- Sire: Tipperary
- Grandsire: Ringgold
- Dam: Lucy Fowler
- Damsire: Albion
- Sex: Stallion
- Foaled: 1872
- Country: United States
- Colour: Brown
- Breeder: H. Price McGrath
- Owner: H. Price McGrath
- Trainer: Ansel Williamson

Major wins
- July Stakes (1874) Jersey Derby (1875) American Classics wins: Belmont Stakes (1875)

= Calvin (horse) =

19th-century American Thoroughbred racehorse

Calvin (1872–1879) was an American Thoroughbred racehorse, winner of the 1875 Belmont Stakes. Besides the Belmont, Calvin won two other stakes races as a two and three year old horse. He was euthanized in 1879 after contracting tetanus.

==Background==

Calvin was foaled in 1872, and was a brown stallion sired by Tipperary. He was bred by Price McGrath. Tipperary was sired by Ringgold and his dam was Roxana by the imported stallion Chesterfield. Calvin's dam was Lucy Fowler, who was sired by imported Albion. Lucy's dam was an unnamed mare sired by imported Leviathan. Calvin was a full brother to the stakes winner Aaron Pennington, who was foaled in 1871. Lucy was also the dam of the stakes winning Tom Bowling, who was sired by Lexington and was foaled in 1870.

==Racing career==

As a two-year-old, Calvin won the 1874 July Stakes.
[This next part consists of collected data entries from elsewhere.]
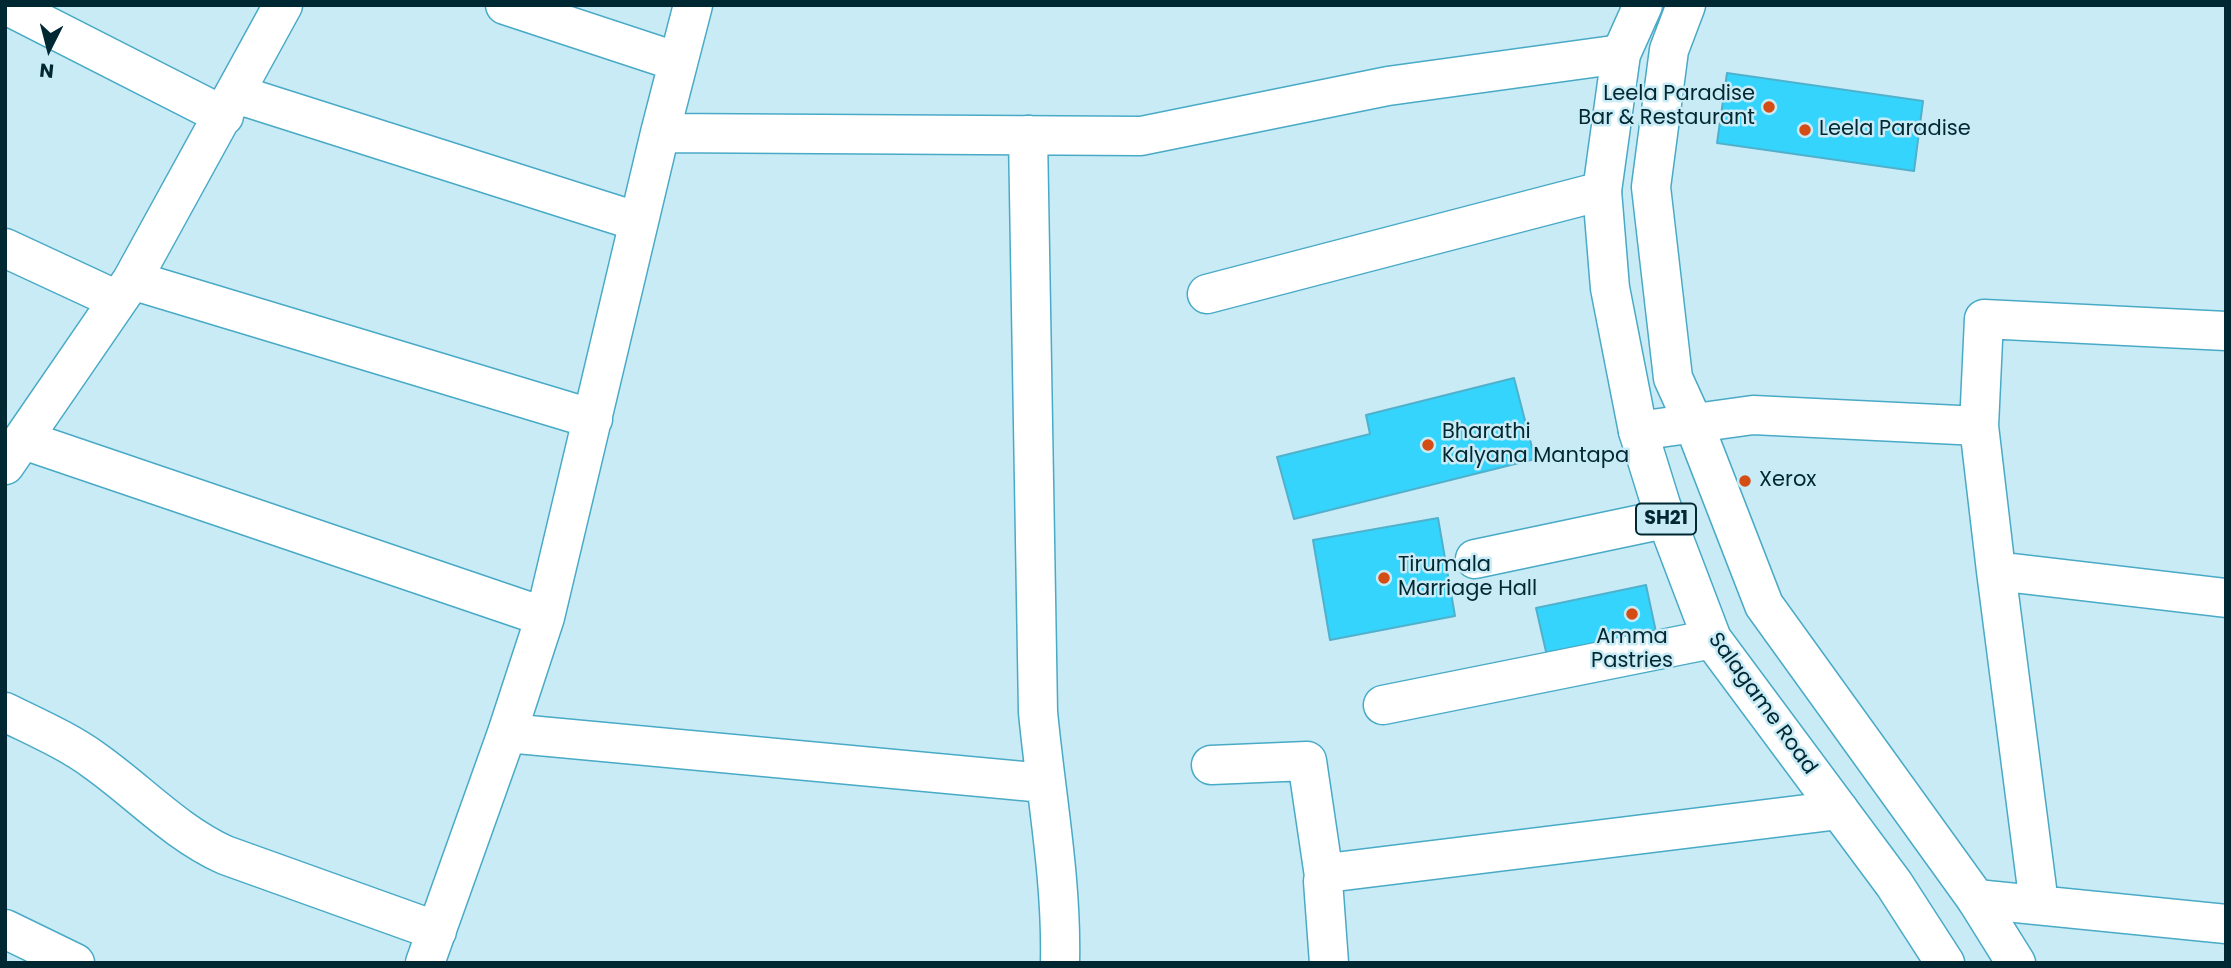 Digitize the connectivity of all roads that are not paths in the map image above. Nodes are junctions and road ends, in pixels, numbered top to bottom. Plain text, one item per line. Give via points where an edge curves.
1 (283, 5) edge
2 (505, 5) edge
3 (693, 5) edge
4 (1643, 5) edge
5 (1686, 5) edge
6 (25, 10) edge
7 (1621, 54) junction
8 (678, 62) junction
9 (230, 105) junction
10 (660, 133) junction
11 (1028, 135) junction
12 (1602, 191) junction
13 (639, 222) junction
14 (5, 248) edge
15 (124, 290) junction
16 (1207, 294) dead end
17 (2226, 331) edge
18 (593, 419) junction
19 (1693, 422) junction
20 (1979, 426) junction
21 (1638, 431) junction
22 (15, 453) edge
23 (1665, 519) junction
24 (1475, 559) dead end
25 (1996, 571) junction
26 (2226, 597) edge
27 (545, 617) junction
28 (1712, 639) junction
29 (1383, 705) dead end
30 (5, 712) edge
31 (507, 733) junction
32 (1211, 765) dead end
33 (1044, 783) junction
34 (1839, 810) junction
35 (1324, 876) junction
36 (1976, 900) junction
37 (2039, 904) junction
38 (2226, 924) edge
39 (5, 929) edge
40 (431, 947) edge
41 (75, 963) edge
42 (1060, 963) edge
43 (1329, 963) edge
44 (1945, 963) edge
45 (2016, 963) edge

1 - 9 street
2 - 8 street
3 - 8 street
4 - 7 street, Salagame Road / SH21
5 - 19 street via 1669,50 1650,187 1673,378
6 - 9 street
7 - 11 street via 1388,86 1141,136
7 - 12 street, Salagame Road / SH21
8 - 10 street
9 - 13 street
9 - 15 street
10 - 11 street
10 - 13 street
11 - 33 street via 1038,712
12 - 16 street
12 - 21 street, Salagame Road / SH21 via 1610,288
13 - 18 street
14 - 15 street
15 - 18 street
15 - 22 street
17 - 20 street via 1984,319
18 - 27 street
19 - 20 street via 1753,415
19 - 21 street
19 - 36 street via 1763,606
20 - 25 street
21 - 23 street, Salagame Road / SH21
22 - 27 street
23 - 24 street
23 - 28 street, Salagame Road / SH21
25 - 26 street
25 - 37 street
27 - 31 street
28 - 29 street
28 - 34 street, Salagame Road / SH21
30 - 40 street via 95,760 201,844
31 - 33 street
31 - 40 street
32 - 35 street via 1307,761
33 - 42 street via 1058,881
34 - 35 street
34 - 44 street, Salagame Road / SH21
35 - 43 street
36 - 37 street
36 - 45 street
37 - 38 street
39 - 41 street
During his three-year-old year, Calvin won the ninth running of the Belmont Stakes in 1875 at Jerome Park Racetrack in a time of 2 minutes 401/4 seconds. He carried 110 lb pounds in the race, and won $4,450 for his owner. The race was run on June 12 over a distance of 1 1/2 miles (12 furlong) on a fast track. Calvin did not lead from the start, but instead came from behind to have a six-length lead at one point before fading a bit before the finish. Calvin won by two lengths from the second-placed finisher Aristides; the third place went to Milner. Both Calvin and Aristides were owned by H. Price McGarth. Calvin's trainer was U.S. Racing Hall of Fame Ansel Williams. The winning jockey was Robert Swim.

Besides his win in the Belmont, Calvin also won the 1875 Jersey Derby, where he beat future Hall of Fame horse Tom Ochiltree again, who was unplaced in the Belmont behind Calvin.

==Death==

Calvin contracted tetanus in April 1879 from a nail penetrating his hoof and had to be euthanized. Calvin sired no stakes winners.